ESC-Vorentscheid

Jamie-Lee Kriewitz singt in Stockholm für Deutschland

Die Sängerin Jamie-Lee Kriewitz (l.) bejubelt ihren Sieg am Donnerstag beim Vorentscheid für den Eurovision Song Contest (ESC) in Köln. Und Moderatorin Barbara Schöneberger freut sich mit.

Die Sängerin Jamie-Lee Kriewitz (l.) bejubelt ihren Sieg am Donnerstag beim Vorentscheid für den Eurovision Song Contest (ESC) in Köln. Und Moderatorin Barbara Schöneberger freut sich mit.

Foto: Henning Kaiser / dpa

Sie siegte bei „The Voice of Germany“, nun auch beim ESC-Vorentscheid: Jamie-Lee Kriewitz fährt zum Eurovision Song Contest 2016.

Köln.  Jamie-Lee Kriewitz wird Deutschland beim 61. Eurovision Song Contest (ESC) am 14. Mai in Stockholm vertreten. Die 17-jährige aus Springe bei Hannover setzte sich am Donnerstagabend mit ihrem Song „Ghost“ beim nationalen Vorentscheid des populären Gesangswettbewerbs in Köln gegen neun andere Konkurrenten durch.

Beim Zuschauervoting erhielt sie im zweiten Wertungsdurchgang 44,5 Prozent der Stimmen und boxte auch noch die letzten zwei verbliebenen Konkurrenten, Alex Diehl und Avantasia, aus dem Rennen. „Ich werde hart üben und arbeiten“, kündigte Jamie-Lee für Stockholm an.

Schlager, Rock oder Indiepop: Zehn Kandidaten wollten am Donnerstagabend bei der Show „Eurovision Song Contest 2016 – Unser Lied für Stockholm“ das Ticket für die Teilnahme am 61. Eurovision Song Contest lösen. Für jeden Zuschauer war etwas dabei. Die Stilrichtungen reichten von Rock über gregorianischen Gesang bis zu aktuellem Pop. Und selbst Ralph Siegel ist mal wieder dabei.

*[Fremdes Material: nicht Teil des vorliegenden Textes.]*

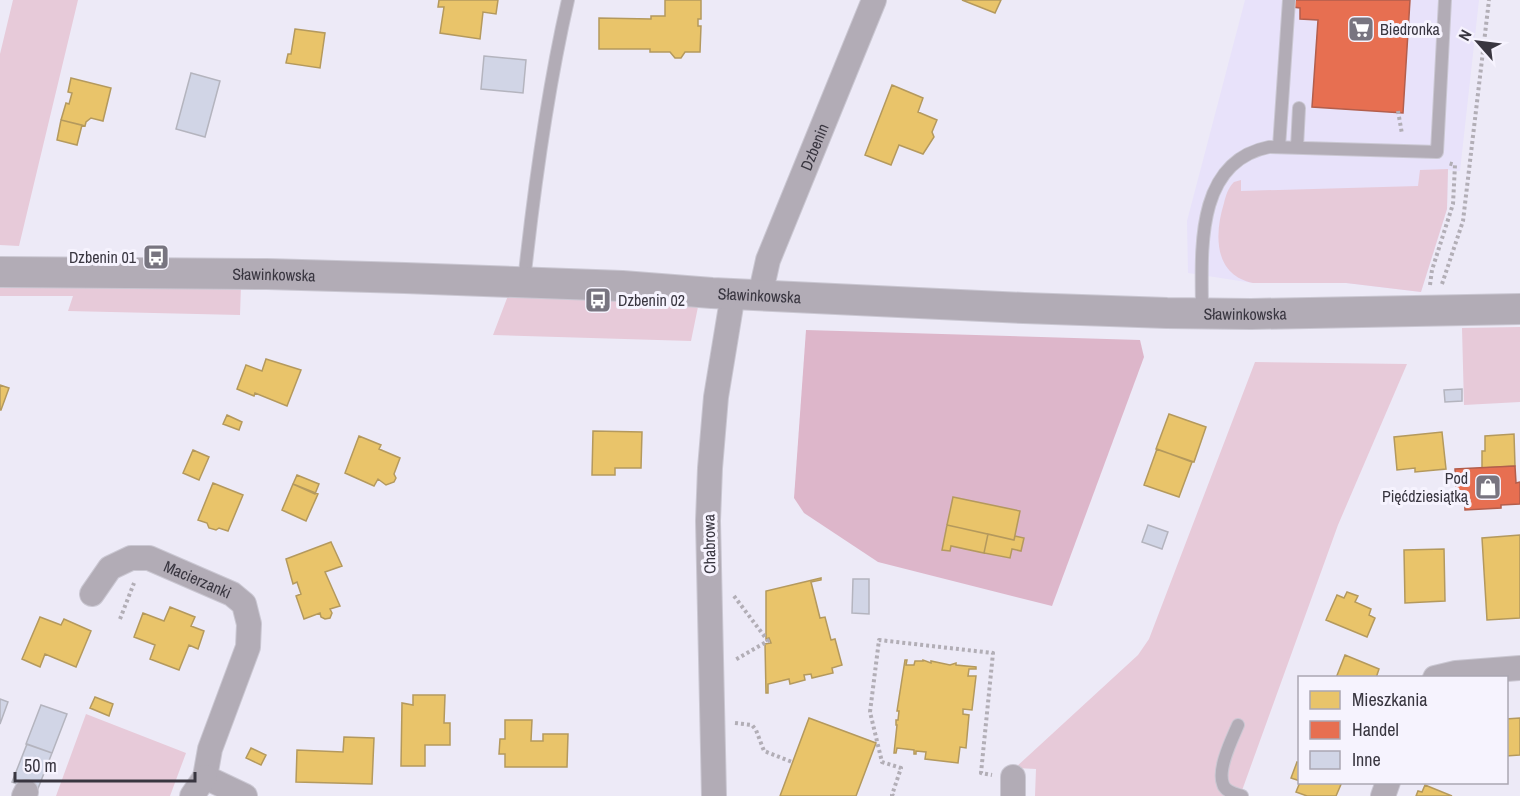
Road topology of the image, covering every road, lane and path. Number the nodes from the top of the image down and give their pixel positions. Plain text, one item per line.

Nach dem „Kümmertgate“ 2015, als Andreas Kümmert zwar den deutschen Vorentscheid gewonnen hatte, dann aber doch nicht zum ESC fahren wollte, den null Punkten für Ann Sophie beim Song Contest in Wien und dem anschließenden Debakel um die ESC-Teilnahme von Xavier Naidoo, setzte die ARD alles auf den Neuanfang. Nun durfte wieder das Publikum entscheiden, welcher Kandidat nach Stockholm fährt.